The Seawolves’ dream that is now reality continues Tuesday morning when they will fly out to San Antonio.

 ‘We want to put us on the map,” said guard Asiah Dingle, and for those in Arizona and the rest of the country, it’s about an hour and a half east of New York City if you take the Long Island Expressway.

McCombs, in her seventh year as coach, guided the Seawolves to a 28-3 record last year, even slightly better than this one, with a chance at the Dance in the America East final before the Dream Season was suddenly short-circuited by the Covid-19 pandemic.

‘We weren’t ready to be done,’ said Hailey Zeise, who graduated but came back for another try. ‘We had some unfinished business.’    

The American East championship game this time was played last March at top-seeded Maine and the Seawolves were down 11. 

But the heartache from the year before melted away as they resolutely, confidently, came back, sensing destiny in a 64-60 victory.

A month ago, the top two conference teams met on Long Island in back-to-back games.

Stony Brook rallied to take the first, but the Black Bears rallied from a 16-point first-half deficit and grabbed the next for a split to stay in first.

‘It was the best feeling in the world,’ said Annie Warren, who scored a career-high 31 points in the championship at Orono. 

Those sentiments were replayed once again Monday night when they were selected scant minutes into the show.

“Oh my God, we’re really up there,” Warren said.

McCombs said she has been in contact with scores of alumni, proud of their past. 

‘“They paved the way for us,” McCombs said of the state university of New York, which has progressed through bumps in the road journeying from Division III and II with most students from the metropolitan area.

McCombs is proud of the program, which got a jump start several years ago with an upset at Penn State in a non-conference meeting.

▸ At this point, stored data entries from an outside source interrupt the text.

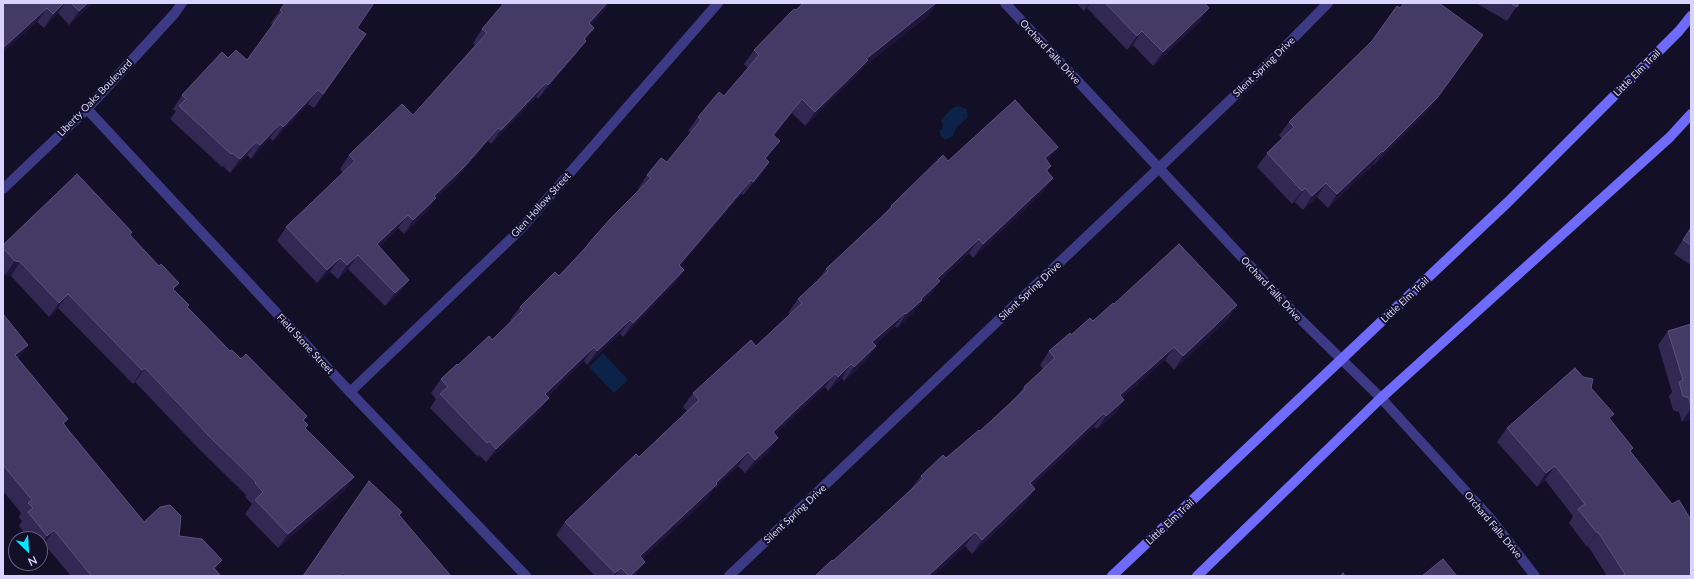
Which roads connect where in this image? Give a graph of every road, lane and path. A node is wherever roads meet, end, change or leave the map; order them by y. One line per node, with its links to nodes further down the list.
1 (182, 3): 6 (street, Liberty Oaks Boulevard)
2 (718, 3): 11 (street, Glen Hollow Street)
3 (1005, 3): 8 (street, Orchard Falls Drive)
4 (1328, 3): 8 (street, Silent Spring Drive)
5 (1691, 16): 10 (street, Little Elm Trail)
6 (87, 109): 9 (street, Liberty Oaks Boulevard); 11 (street, Field Stone Street)
7 (1691, 114): 12 (street)
8 (1159, 168): 10 (street, Orchard Falls Drive); 14 (street, Silent Spring Drive)
9 (3, 189)
10 (1342, 360): 12 (street, Orchard Falls Drive); 15 (street, Little Elm Trail)
11 (350, 392): 13 (street, Field Stone Street)
12 (1380, 398): 16 (street); 17 (street, Orchard Falls Drive)
13 (526, 576)
14 (729, 576)
15 (1112, 576)
16 (1197, 576)
17 (1535, 576)

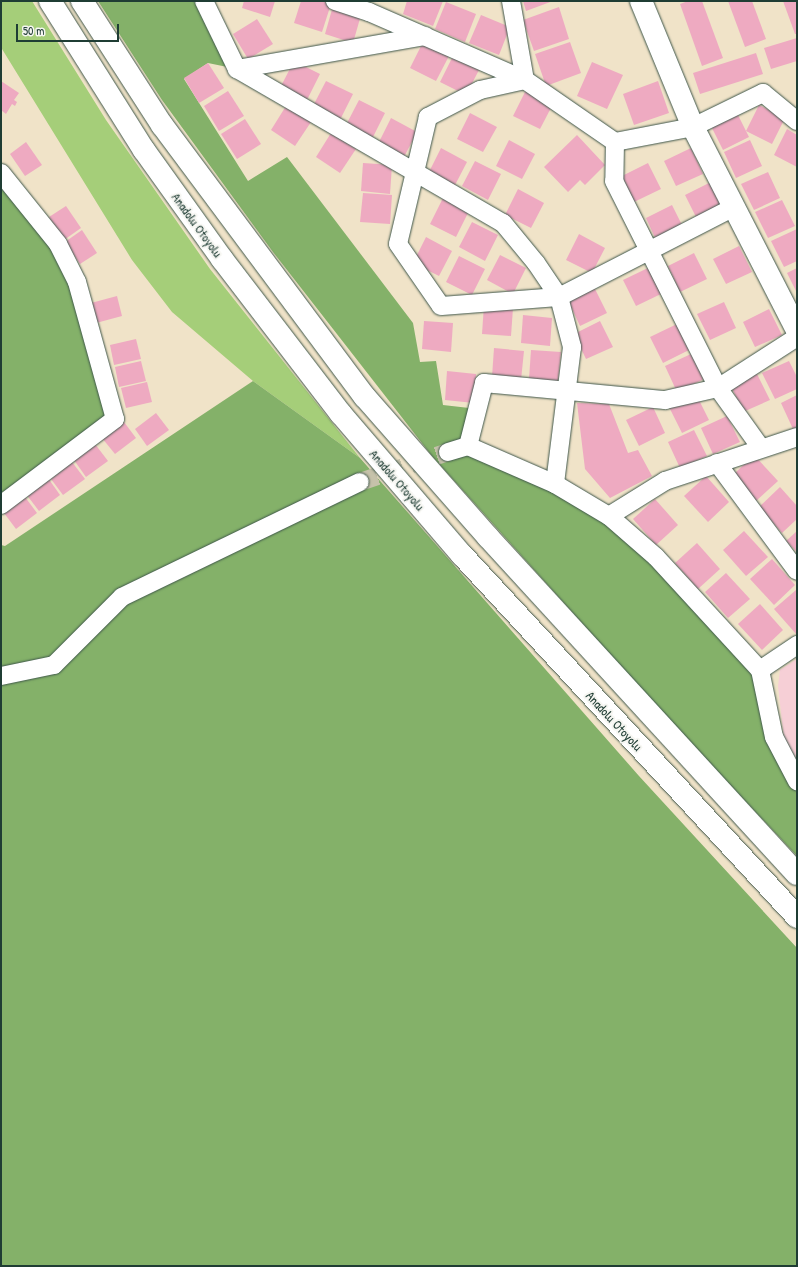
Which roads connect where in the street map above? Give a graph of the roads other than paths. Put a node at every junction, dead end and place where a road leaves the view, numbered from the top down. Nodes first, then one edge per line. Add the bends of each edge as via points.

 “These are the things you remember the rest of your life,” she said. “Because we took care of each other in tough moments, we built a lot of trust. We’ve been able to share it and be vulnerable. We’ve picked each other up when we were down, we’ve grown together.”

Perhaps none was tougher than Dingle, who transferred from Kent State to be closer to her ailing father, only to lose him. 

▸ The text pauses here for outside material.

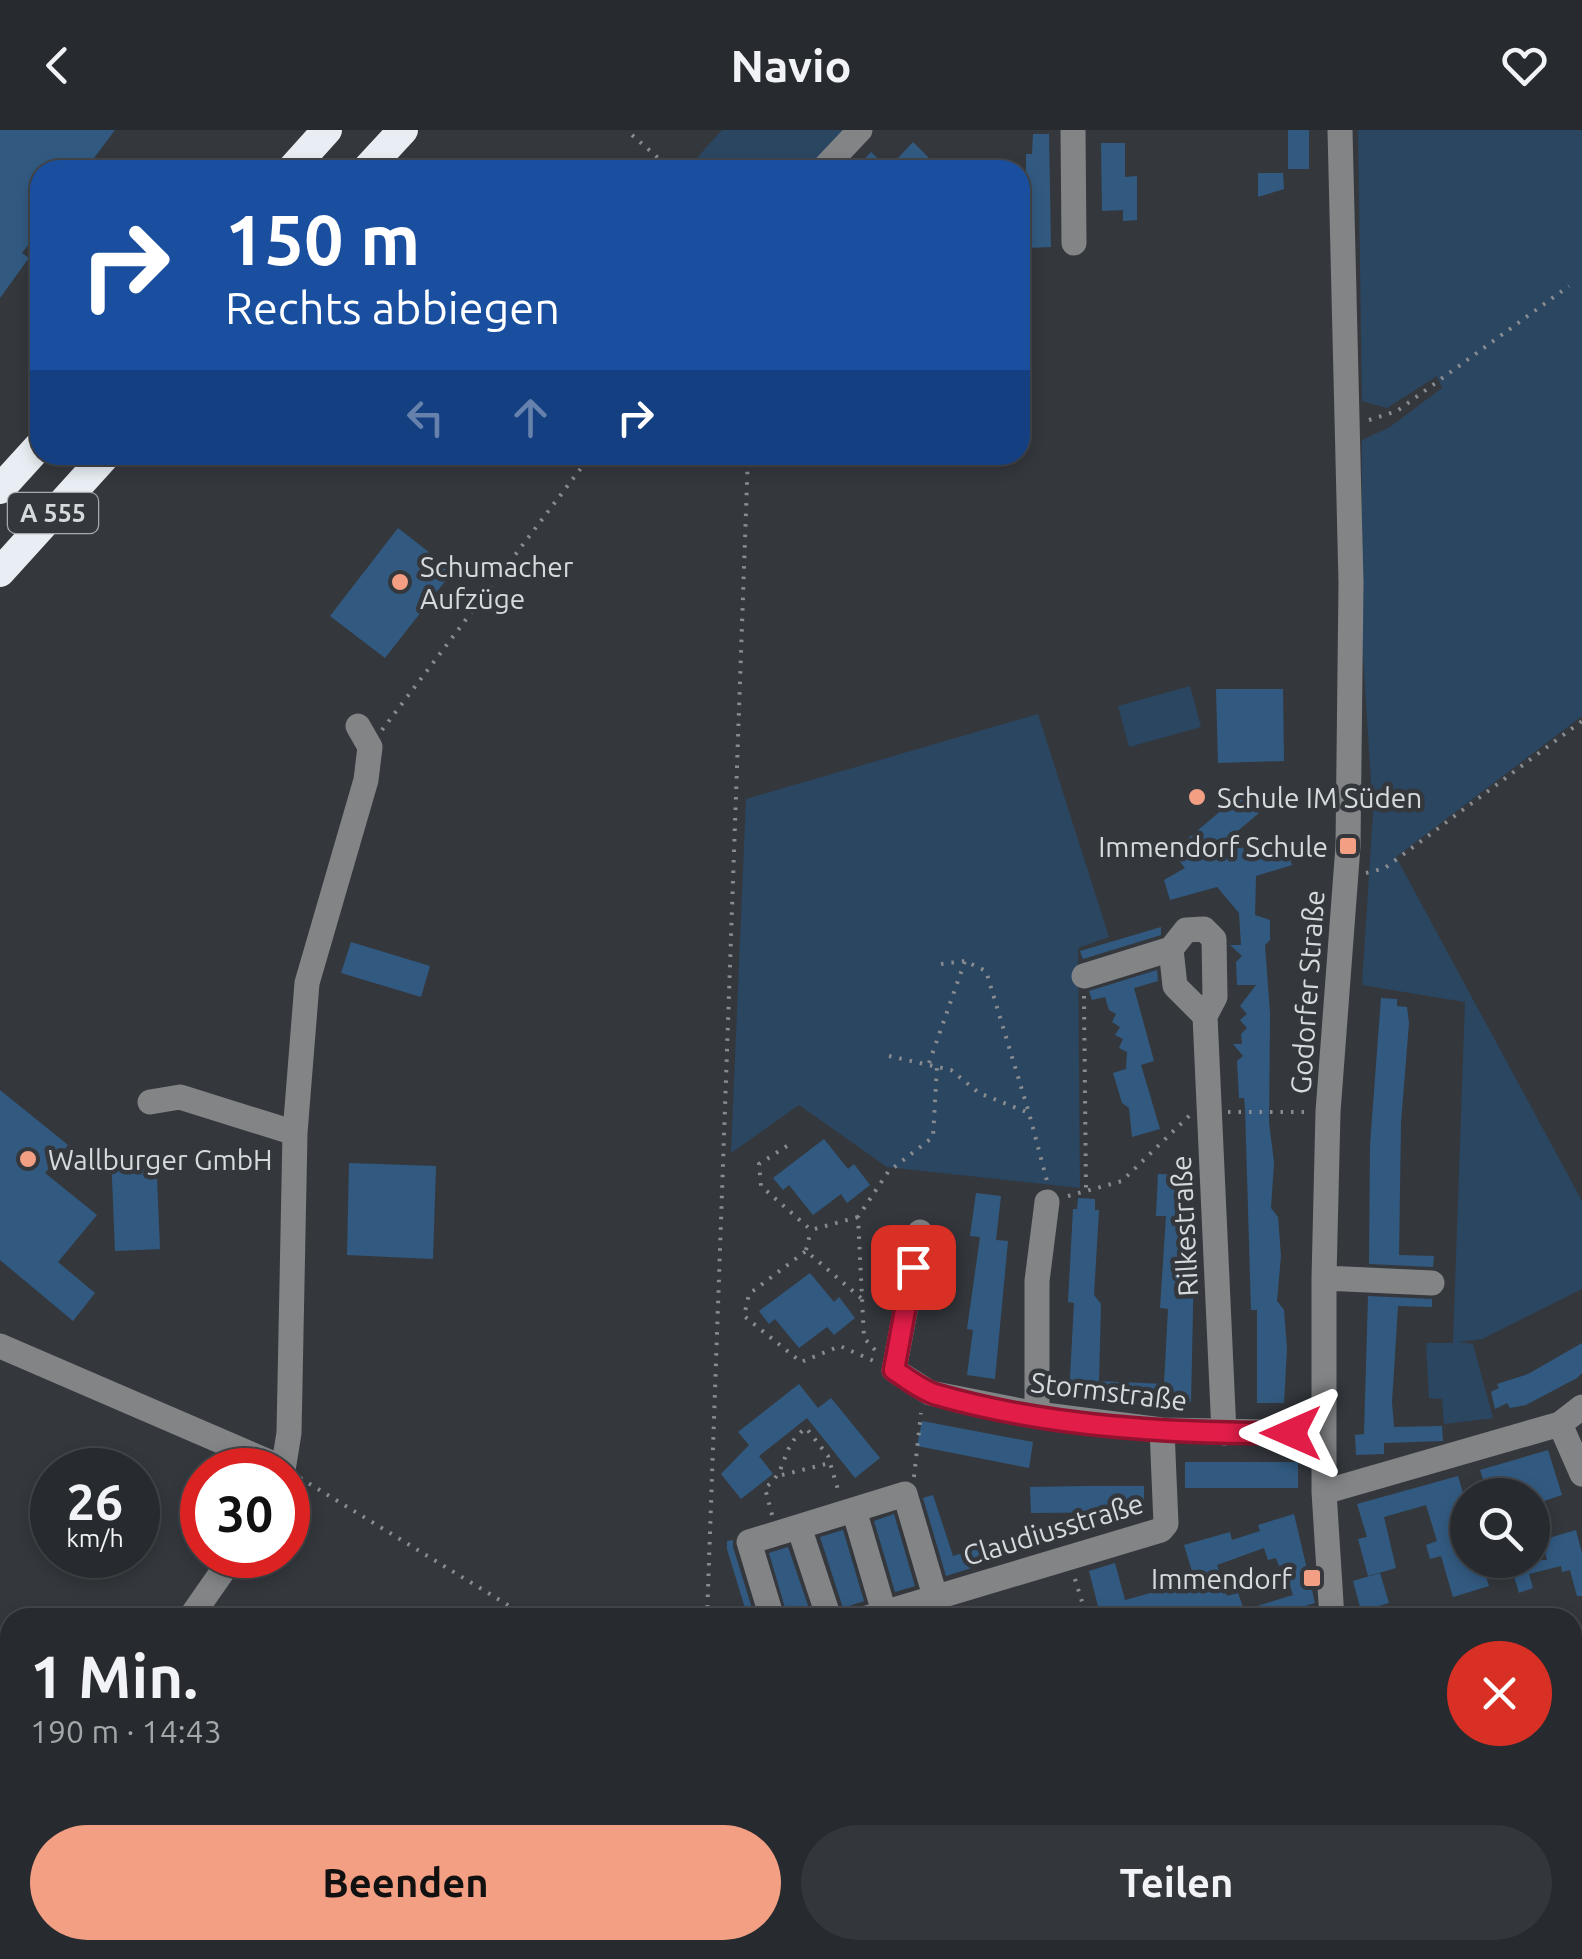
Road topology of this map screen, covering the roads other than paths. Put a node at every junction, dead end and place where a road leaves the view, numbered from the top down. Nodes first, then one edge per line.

“It meant a lot to him,” Dingle said. “He wanted me to do it. I wish he was here but the court was my sanctuary.”

Stopping Arizona won’t be easy. The Wildcats are led by PAC-12 player of the year Aari McDonald. 

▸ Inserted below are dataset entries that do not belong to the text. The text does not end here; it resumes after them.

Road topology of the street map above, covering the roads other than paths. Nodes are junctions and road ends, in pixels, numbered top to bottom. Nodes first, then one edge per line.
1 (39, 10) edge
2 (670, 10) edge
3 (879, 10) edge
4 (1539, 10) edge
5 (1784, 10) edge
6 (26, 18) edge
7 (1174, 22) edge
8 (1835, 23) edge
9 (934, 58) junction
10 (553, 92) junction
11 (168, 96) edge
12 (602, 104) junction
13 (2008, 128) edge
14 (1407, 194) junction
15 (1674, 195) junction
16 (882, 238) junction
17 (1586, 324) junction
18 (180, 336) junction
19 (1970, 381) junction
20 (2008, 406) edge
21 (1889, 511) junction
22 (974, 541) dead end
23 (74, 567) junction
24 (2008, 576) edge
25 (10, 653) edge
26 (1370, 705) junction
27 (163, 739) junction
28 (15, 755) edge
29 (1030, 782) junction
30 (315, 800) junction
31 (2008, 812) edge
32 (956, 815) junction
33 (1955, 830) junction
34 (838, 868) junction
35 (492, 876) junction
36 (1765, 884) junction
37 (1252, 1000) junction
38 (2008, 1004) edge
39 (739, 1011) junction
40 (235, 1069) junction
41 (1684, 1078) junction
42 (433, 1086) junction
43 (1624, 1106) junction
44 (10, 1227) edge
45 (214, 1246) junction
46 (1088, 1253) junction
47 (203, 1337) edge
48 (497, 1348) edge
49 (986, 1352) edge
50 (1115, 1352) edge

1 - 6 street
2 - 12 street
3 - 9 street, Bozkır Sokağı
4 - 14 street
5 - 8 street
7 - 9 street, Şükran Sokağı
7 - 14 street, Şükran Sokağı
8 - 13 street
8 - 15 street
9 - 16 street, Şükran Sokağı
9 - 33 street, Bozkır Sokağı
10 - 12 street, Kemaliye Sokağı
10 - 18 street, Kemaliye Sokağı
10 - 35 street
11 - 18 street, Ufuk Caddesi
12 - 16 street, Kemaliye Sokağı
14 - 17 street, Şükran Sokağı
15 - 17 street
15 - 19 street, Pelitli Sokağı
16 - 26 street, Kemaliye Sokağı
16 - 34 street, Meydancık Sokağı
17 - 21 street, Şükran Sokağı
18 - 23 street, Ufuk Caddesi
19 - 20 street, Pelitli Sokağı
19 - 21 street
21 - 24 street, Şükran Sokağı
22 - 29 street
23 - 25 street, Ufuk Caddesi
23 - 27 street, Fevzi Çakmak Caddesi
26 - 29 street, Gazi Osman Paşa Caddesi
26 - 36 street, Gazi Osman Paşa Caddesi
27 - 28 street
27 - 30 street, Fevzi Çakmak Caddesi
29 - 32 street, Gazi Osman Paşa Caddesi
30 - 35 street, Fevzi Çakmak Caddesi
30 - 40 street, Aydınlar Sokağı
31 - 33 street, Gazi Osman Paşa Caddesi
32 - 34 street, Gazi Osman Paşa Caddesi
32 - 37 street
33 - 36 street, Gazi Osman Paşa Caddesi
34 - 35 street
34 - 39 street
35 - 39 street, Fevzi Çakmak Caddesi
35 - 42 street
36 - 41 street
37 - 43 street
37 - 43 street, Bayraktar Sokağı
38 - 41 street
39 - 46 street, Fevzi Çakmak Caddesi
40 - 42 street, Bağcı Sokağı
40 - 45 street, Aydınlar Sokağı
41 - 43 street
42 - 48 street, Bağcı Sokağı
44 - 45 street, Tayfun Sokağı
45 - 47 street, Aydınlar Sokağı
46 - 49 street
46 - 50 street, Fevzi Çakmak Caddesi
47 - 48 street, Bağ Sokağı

Arizona (16-5) lost in the semifinals of the PAC 12 tourney and had a NET ranking of 15. By contrast, Stony Brook’s rank is 100.

 Monday’s 2 p.m. game will be televised on ESPN2. The winner gets either Rutgers or BYU.

 McCombs knows it’s all about the journey. 

Her players are from Atlanta, Pittsburgh and Massachusetts. 

Forward India Pagan will play for Puerto Rico’s national team this year as it competes in the Olympics for the first time.


  “We have so much balance on this team, never know who is going to be the leading scorer, it’s such a selfless group,” McCombs said.

  The coach is also very aware of the historical significance of the moment. 

“We really want to pour this out for them (former players and alumni),” McCombs said. “We’ve had so many great women back here from all different eras. They weren’t able to experience this. I see them now sharing their stories on social media.”